Cosmic Bell Test: Measurement Settings from Milky Way Stars

Abstract: Bell's theorem states that some predictions of quantum mechanics cannot be reproduced by a local-realist theory. That conflict is expressed by Bell's inequality, which is usually derived under the assumption that there are no statistical correlations between the choices of measurement settings and anything else that can causally affect the measurement outcomes. In previous experiments, this "freedom of choice" was addressed by ensuring that selection of measurement settings via conventional "quantum random number generators" was space-like separated from the entangled particle creation. This, however, left open the possibility that an unknown cause affected both the setting choices and measurement outcomes as recently as mere microseconds before each experimental trial. Here we report on a new experimental test of Bell's inequality that, for the first time, uses distant astronomical sources as "cosmic setting generators." In our tests with polarization-entangled photons, measurement settings were chosen using real-time observations of Milky Way stars while simultaneously ensuring locality. Assuming fair sampling for all detected photons, and that each stellar photon's color was set at emission, we observe statistically significant $\gtrsim 7.31 \sigma$ and $\gtrsim 11.93 \sigma$ violations of Bell's inequality with estimated $p$-values of $ \lesssim 1.8 \times 10^{-13}$ and $\lesssim 4.0 \times 10^{-33}$, respectively, thereby pushing back by $\sim$600 years the most recent time by which any local-realist influences could have engineered the observed Bell violation.

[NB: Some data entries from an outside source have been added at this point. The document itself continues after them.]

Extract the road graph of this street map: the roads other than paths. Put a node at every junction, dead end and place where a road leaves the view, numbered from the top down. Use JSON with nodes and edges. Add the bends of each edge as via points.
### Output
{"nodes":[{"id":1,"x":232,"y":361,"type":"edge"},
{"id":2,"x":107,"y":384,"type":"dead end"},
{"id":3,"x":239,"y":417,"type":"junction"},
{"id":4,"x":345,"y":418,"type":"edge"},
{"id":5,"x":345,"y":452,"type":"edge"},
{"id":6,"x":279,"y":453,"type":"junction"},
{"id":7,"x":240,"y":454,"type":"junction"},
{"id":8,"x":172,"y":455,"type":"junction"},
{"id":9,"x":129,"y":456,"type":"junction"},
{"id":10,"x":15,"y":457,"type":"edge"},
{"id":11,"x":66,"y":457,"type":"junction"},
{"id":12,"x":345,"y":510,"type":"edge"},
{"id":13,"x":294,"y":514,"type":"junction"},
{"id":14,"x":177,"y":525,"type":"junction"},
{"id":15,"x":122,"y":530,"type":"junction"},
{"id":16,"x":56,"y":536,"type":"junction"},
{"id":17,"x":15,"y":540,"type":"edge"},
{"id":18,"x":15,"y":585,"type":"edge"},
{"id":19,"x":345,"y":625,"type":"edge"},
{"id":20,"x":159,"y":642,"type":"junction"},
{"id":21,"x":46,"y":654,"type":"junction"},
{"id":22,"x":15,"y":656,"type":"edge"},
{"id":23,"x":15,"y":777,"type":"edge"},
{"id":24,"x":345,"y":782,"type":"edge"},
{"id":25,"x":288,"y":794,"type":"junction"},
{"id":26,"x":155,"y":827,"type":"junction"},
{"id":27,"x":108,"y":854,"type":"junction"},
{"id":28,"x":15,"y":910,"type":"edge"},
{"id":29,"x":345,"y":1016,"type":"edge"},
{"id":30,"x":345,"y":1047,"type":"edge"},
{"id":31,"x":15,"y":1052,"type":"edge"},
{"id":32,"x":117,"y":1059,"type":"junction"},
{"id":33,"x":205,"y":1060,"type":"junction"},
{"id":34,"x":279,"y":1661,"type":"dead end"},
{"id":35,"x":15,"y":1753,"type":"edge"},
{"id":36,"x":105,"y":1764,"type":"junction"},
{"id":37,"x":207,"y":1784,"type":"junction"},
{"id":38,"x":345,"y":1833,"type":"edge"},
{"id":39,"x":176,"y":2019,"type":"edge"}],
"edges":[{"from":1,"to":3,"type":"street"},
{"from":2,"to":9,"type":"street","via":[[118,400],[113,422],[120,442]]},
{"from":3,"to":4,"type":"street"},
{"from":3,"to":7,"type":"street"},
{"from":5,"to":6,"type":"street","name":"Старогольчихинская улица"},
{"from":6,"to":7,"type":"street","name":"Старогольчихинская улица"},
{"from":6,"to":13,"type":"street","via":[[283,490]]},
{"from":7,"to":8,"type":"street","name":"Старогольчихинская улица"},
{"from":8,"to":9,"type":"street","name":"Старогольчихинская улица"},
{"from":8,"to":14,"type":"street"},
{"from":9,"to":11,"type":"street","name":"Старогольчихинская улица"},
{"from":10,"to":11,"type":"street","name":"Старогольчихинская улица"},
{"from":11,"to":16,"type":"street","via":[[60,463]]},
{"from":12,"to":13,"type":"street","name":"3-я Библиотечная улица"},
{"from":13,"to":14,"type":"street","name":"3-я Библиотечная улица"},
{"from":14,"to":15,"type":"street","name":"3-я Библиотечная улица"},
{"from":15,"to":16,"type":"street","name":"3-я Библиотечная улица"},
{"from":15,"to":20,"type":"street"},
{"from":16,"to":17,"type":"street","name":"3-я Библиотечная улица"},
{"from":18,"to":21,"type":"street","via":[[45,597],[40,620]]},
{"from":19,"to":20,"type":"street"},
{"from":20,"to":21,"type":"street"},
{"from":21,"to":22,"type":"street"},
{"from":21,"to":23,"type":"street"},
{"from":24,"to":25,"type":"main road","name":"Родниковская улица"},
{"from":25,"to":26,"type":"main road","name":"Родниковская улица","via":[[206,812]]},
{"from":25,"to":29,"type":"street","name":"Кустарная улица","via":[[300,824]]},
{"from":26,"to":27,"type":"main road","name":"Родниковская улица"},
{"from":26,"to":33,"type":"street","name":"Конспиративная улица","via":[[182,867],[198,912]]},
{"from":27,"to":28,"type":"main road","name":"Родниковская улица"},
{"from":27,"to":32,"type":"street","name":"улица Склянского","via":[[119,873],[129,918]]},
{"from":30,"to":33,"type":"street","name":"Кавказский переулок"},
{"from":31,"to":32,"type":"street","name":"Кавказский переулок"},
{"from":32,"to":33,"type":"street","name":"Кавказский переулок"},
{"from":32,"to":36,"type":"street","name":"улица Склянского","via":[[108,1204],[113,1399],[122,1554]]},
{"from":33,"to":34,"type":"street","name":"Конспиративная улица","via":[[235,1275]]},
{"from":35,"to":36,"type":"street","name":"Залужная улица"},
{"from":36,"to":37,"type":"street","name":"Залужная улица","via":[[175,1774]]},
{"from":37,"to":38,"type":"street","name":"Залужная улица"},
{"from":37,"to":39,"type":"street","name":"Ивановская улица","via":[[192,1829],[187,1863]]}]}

Overview of "Cosmic Bell Test: Measurement Settings from Milky Way Stars"

The paper entitled "Cosmic Bell Test: Measurement Settings from Milky Way Stars" makes a significant contribution to the experimental testing of Bell's inequalities by integrating astrophysical phenomena into the methodology of quantum entanglement tests. Bell's theorem postulates that the predictions of quantum mechanics are incompatible with local realism, which can be tested using Bell inequalities. These tests traditionally rely on ensuring that the choice of measurement settings is independent of any variables that could influence the measurement outcomes, known as the "freedom of choice" assumption.

Experimental Implementation

In this novel approach, the settings for measuring quantum entanglement were determined using real-time observations of photons emitted by distant stars in the Milky Way. This was done to close the "freedom-of-choice" loophole by extending the possible causal origins of measurement settings beyond those achievable with standard laboratory equipment. The experiment involved generating polarization-entangled photons, measured by two remote observers, Alice and Bob. The positions of the observers and their astronomical photon detection stations were chosen so that any signals from the stars (in the form of photon color choices) were space-like separated from the entangled photon measurement events.

Results and Implications

The results displayed strong violations of Bell's inequality, with the test yielding violations with statistical significance up to 11.93 standard deviations and p-values as low as (4.0 \times 10^{-33}). Assuming that the stellar photons' colors were determined at emission and had traveled undisturbed across the cosmos to be detected on Earth, any local-realist influences would have had to originate roughly 600 years ago. This temporal boundary pushes back the point at which any local hidden variables could influence the randomness typically employed in Bell tests, dramatically extending it beyond the conventional microsecond scale addressed by previous experiments.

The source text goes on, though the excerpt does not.